Now, I know what you all must be thinking. Naturally, this is because women just don’t like money! I’m going to throw a few more ideas out there. From a young age, most women are taught to be complacent and agreeable, while most men are conditioned to be confrontational. After all, boys will be boys! Men continue to dominate the fields of Finance and Engineering (in quantity, not necessarily quality), while more women continue to pursue Liberal Arts degrees. I’m not downgrading a LibArts? degree, after all, I have one and am proud. However, as a result of being funneled into that sphere, we are taught to think critically and argue in intellectual forums. We do not often experience cut-throat competition, where compassion and understanding do not help you come out on top. When we hear a salary offer, we consent.

Changing Roles, Persistent Attitudes

Traditional stereotypes, and perhaps even characteristics, of women as more agreeable, more collaborative, and less assertive have persisted, even as women’s roles have changed. Today, women outpace men in the number of college and graduate school degrees received, they represent over half of the workforce, and nearly 40 percent of wives are the primary breadwinners.

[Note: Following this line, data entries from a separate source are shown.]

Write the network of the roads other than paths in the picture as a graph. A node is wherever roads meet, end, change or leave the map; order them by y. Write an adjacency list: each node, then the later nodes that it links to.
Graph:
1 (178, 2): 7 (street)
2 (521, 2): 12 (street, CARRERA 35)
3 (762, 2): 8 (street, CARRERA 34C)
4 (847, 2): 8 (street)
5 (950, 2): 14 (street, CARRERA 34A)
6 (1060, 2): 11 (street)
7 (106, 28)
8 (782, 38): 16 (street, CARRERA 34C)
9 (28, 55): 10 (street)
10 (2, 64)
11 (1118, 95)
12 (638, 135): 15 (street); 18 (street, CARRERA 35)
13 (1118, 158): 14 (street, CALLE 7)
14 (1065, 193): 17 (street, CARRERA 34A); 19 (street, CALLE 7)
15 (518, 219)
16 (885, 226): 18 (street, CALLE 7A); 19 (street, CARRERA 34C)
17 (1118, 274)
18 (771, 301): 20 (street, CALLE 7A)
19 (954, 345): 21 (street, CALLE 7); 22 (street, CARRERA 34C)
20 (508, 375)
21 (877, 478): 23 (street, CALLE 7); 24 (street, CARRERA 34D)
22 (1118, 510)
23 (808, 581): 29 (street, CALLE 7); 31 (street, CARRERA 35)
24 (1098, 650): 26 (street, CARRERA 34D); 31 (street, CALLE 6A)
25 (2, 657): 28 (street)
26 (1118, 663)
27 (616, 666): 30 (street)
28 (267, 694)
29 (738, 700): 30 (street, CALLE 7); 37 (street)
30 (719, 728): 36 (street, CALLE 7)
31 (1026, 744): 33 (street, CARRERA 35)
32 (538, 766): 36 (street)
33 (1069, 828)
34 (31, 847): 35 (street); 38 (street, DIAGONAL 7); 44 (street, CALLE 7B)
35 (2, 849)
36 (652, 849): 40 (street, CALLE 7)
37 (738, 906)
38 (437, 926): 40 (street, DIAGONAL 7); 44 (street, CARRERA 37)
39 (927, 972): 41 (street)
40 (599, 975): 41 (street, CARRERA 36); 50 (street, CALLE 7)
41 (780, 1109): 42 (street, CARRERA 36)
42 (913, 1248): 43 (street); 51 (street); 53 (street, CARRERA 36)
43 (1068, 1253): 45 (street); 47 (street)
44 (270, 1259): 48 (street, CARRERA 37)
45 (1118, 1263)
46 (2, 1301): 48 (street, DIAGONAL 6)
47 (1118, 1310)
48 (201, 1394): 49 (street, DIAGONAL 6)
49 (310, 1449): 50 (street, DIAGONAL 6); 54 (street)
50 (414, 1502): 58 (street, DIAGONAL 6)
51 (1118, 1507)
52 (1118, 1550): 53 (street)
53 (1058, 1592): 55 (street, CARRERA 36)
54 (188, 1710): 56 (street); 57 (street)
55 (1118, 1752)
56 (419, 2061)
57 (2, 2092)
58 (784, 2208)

Reproductive rights, sexual liberation, and women’s empowerment have changed gender dynamics inside and outside of the bedroom dramatically in our recent history. At the beginning of the 20th century, almost all American women entered marriage as virgins, but at the beginning of the 21st century, over 75 percent of women have had sex by the age of 19. And yet, today sexual assault is prevalent. One in five college women is the victim of rape or attempted rape at some point in their college careers. Often in cases of acquaintance rape, the question of guilt turns on whether or not the woman consented.

Negotiating Sex

The article “Negotiating Sex” by Michelle Anderson begins with an anecdote about Adrienne, a thirteen-year-old girl who walks walks three miles to have a late-night rendezvous with a varsity basketball player named Mike. Once she arrives at his house, she panics. As Adrienne says, “I completely left my body” (101). They have sex and she never objects. After the incident, Adrienne has traumatic flashbacks and goes to therapy where she is unable to fully overcome the damage incurred that night.

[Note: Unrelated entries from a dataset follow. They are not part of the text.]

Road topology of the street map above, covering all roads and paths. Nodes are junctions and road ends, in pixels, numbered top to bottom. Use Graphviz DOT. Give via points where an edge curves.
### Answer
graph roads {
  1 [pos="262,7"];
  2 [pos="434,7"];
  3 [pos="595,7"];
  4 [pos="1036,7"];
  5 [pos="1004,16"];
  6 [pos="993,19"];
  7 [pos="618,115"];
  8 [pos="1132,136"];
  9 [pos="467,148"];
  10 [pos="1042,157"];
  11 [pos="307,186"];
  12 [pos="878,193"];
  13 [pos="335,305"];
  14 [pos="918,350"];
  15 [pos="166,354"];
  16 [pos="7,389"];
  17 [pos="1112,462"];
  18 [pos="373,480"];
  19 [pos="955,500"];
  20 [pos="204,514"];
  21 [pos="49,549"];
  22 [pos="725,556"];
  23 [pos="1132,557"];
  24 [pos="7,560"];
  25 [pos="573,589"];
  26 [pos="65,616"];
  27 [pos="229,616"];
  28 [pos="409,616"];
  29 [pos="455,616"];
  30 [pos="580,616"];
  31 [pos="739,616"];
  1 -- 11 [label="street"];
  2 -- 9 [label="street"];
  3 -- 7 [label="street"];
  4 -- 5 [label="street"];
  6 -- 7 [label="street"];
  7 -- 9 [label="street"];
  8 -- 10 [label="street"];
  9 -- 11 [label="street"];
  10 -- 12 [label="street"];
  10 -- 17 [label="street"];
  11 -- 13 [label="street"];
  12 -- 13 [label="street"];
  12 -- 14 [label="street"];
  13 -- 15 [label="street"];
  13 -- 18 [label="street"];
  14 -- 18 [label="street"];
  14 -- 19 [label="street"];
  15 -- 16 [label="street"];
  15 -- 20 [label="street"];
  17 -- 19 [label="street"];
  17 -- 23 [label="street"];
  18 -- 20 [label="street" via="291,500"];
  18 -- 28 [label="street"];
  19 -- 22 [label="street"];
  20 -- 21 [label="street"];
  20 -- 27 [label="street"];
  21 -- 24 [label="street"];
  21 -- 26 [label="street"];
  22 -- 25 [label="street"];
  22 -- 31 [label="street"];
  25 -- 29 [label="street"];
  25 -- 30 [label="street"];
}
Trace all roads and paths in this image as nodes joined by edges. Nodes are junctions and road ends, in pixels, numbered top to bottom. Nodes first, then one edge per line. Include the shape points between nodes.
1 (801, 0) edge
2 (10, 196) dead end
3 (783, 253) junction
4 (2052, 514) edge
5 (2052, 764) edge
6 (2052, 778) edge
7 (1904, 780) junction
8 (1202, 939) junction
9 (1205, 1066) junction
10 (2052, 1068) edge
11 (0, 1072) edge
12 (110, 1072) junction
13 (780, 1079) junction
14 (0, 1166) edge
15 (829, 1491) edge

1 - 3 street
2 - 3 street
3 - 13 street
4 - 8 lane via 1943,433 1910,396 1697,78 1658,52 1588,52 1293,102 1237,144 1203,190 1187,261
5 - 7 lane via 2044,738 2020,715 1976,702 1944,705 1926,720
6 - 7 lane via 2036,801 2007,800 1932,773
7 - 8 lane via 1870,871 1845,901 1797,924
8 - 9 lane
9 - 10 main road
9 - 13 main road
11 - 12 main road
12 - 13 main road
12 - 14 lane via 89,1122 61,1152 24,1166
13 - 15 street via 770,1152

Did Adrienne consent? She did according to the No Model, in which a man may assume consent unless the woman objects. She probably also consented under the Yes Model, which requires affirmative consent through words or actions. Anderson argues that both of these models are fundamentally problematic in light of studies that have shown women experience physical paralysis and mental dissociation when they are subjected to unwanted sexual encounters and that men consistently misread body language to infer affirmative consent. Anderson argues that instead of framing the issue as a question of consent, rape law should require an affirmative duty on both partners to request “information about another person’s desires and boundaries or an expression of one’s own with an invitation to respond" (123). First a meeting of the minds, then sex.

Anderson’s Negotiation Model identifies a conceptual flaw in how we currently look at rape. The notion of consent as used in traditional rape law treats women as acted upon. When they consent, they grant permission to the man to proceed. What they are not doing is having a conversation as individuals with free agency in order to agree upon the terms of engagement. Anderson also identifies a pervasive problem in the real world: women don’t negotiate. Unwanted sexual encounters between teens or young people, like Adrienne’s, are often not negotiated.

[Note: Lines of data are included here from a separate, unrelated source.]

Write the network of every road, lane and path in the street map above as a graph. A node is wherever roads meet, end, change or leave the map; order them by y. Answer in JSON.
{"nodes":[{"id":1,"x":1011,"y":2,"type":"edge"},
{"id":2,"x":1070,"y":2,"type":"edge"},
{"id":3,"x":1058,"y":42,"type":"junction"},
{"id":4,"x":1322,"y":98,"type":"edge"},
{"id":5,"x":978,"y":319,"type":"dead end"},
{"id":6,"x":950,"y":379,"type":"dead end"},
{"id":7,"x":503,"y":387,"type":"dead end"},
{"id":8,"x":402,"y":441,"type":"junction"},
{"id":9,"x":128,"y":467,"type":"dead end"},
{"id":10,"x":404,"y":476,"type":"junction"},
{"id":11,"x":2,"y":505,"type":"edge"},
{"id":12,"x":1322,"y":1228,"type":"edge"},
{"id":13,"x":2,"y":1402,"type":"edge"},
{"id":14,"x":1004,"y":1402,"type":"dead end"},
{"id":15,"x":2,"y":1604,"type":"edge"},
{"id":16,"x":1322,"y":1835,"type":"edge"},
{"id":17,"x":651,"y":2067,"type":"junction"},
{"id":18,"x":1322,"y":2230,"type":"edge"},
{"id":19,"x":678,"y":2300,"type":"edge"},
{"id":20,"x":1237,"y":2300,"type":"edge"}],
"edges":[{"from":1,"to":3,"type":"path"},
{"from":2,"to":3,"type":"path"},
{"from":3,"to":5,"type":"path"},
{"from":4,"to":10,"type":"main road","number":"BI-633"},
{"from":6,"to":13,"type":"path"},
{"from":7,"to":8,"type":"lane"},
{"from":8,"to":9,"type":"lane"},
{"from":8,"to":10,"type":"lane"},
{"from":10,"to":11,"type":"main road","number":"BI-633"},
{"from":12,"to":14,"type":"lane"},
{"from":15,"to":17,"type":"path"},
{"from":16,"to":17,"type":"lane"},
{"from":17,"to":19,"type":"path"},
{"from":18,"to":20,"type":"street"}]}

How can we expect women to negotiate in the bedroom when they don’t even negotiate in the office? Negotiation is not a skill that has been honed by women for generations, and in some ways it is antithetical to traditional notions of femininity. However, it is necessary to the lives women lead in the modern world. Anderson’s “Negotiation” Model ultimately requires a man to inquire into what a woman wants, which sounds ideal. Unfortunately, negotiation requires asserting what one wants or doesn’t want even when the other person isn’t looking out for your best interests.